→ **PROBLEM DETAILS**
Where does the word "Западная" occur in the entries below? Copy every line that has it.

→ **SOURCE RECORDS**

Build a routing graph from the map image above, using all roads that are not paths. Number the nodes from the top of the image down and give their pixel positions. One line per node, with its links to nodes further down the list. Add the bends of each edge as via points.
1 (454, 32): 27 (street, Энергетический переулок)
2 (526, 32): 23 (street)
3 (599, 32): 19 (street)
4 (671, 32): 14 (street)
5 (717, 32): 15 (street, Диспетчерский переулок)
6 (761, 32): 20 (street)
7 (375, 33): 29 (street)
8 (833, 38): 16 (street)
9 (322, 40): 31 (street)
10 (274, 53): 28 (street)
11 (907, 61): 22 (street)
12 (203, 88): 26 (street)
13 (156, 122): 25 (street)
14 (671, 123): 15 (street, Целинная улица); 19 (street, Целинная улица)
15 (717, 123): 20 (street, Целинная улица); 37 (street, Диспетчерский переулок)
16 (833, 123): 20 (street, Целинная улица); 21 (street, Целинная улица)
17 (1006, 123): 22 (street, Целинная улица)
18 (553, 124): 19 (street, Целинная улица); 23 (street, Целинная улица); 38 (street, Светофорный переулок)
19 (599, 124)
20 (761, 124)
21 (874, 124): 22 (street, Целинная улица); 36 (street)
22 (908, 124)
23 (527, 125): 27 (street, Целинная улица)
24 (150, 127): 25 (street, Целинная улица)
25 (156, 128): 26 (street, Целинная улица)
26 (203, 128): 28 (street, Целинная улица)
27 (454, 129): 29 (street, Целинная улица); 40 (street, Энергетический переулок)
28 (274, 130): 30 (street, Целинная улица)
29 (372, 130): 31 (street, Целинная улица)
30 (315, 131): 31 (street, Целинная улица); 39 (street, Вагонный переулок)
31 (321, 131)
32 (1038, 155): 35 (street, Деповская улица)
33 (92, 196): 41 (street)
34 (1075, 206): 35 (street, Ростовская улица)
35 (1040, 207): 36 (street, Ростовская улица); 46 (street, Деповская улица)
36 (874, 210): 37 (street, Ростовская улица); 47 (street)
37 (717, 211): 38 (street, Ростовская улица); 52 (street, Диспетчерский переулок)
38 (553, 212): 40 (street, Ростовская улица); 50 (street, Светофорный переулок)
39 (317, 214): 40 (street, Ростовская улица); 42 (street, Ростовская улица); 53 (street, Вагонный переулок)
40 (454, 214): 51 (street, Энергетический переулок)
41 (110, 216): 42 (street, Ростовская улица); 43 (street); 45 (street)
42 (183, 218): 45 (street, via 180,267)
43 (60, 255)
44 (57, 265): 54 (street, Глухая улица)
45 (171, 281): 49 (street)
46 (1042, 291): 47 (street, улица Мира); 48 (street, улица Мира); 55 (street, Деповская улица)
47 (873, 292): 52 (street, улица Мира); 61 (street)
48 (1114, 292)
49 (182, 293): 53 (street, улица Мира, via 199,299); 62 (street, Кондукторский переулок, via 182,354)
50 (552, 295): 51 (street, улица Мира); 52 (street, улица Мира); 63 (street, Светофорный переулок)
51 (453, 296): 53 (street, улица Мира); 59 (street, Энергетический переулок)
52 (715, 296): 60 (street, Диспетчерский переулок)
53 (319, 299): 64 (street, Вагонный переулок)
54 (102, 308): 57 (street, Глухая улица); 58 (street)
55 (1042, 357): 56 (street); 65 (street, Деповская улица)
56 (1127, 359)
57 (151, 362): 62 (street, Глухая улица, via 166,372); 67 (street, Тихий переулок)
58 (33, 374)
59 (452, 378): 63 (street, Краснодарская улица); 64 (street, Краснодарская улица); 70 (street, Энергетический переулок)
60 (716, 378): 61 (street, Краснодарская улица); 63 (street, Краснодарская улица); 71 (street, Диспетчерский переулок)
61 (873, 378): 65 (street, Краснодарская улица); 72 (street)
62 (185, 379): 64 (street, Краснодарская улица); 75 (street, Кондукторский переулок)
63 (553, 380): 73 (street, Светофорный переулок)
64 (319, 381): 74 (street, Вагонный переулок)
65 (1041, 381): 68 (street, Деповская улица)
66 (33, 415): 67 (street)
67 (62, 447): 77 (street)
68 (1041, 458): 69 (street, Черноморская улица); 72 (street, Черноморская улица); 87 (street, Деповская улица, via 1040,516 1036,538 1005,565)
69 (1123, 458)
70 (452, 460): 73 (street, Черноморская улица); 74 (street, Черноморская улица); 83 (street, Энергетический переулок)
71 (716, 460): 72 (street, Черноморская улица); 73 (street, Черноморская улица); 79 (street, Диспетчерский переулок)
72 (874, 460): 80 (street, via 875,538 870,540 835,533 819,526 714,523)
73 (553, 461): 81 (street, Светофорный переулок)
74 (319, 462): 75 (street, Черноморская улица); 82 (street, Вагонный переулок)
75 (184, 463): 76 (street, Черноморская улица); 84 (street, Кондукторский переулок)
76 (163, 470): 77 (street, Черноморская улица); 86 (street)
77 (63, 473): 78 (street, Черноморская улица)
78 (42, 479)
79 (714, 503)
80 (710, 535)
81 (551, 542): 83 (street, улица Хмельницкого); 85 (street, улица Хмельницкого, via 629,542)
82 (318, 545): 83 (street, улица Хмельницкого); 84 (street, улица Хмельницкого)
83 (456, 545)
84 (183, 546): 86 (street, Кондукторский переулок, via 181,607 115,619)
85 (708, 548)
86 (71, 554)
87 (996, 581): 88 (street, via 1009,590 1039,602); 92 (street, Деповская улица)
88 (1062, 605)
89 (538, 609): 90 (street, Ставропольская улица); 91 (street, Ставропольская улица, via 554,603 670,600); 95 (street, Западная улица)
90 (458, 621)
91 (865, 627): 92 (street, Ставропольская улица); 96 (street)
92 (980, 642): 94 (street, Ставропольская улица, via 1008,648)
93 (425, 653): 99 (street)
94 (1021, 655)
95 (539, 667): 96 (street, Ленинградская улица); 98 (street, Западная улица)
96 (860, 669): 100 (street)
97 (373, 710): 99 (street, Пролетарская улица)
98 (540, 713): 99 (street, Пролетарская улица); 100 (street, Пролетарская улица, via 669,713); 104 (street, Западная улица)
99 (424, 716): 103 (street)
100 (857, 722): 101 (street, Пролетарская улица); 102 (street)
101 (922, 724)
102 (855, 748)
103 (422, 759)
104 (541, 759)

→ **RESPONSE BELOW**
89 (538, 609): 90 (street, Ставропольская улица); 91 (street, Ставропольская улица, via 554,603 670,600); 95 (street, Западная улица)
95 (539, 667): 96 (street, Ленинградская улица); 98 (street, Западная улица)
98 (540, 713): 99 (street, Пролетарская улица); 100 (street, Пролетарская улица, via 669,713); 104 (street, Западная улица)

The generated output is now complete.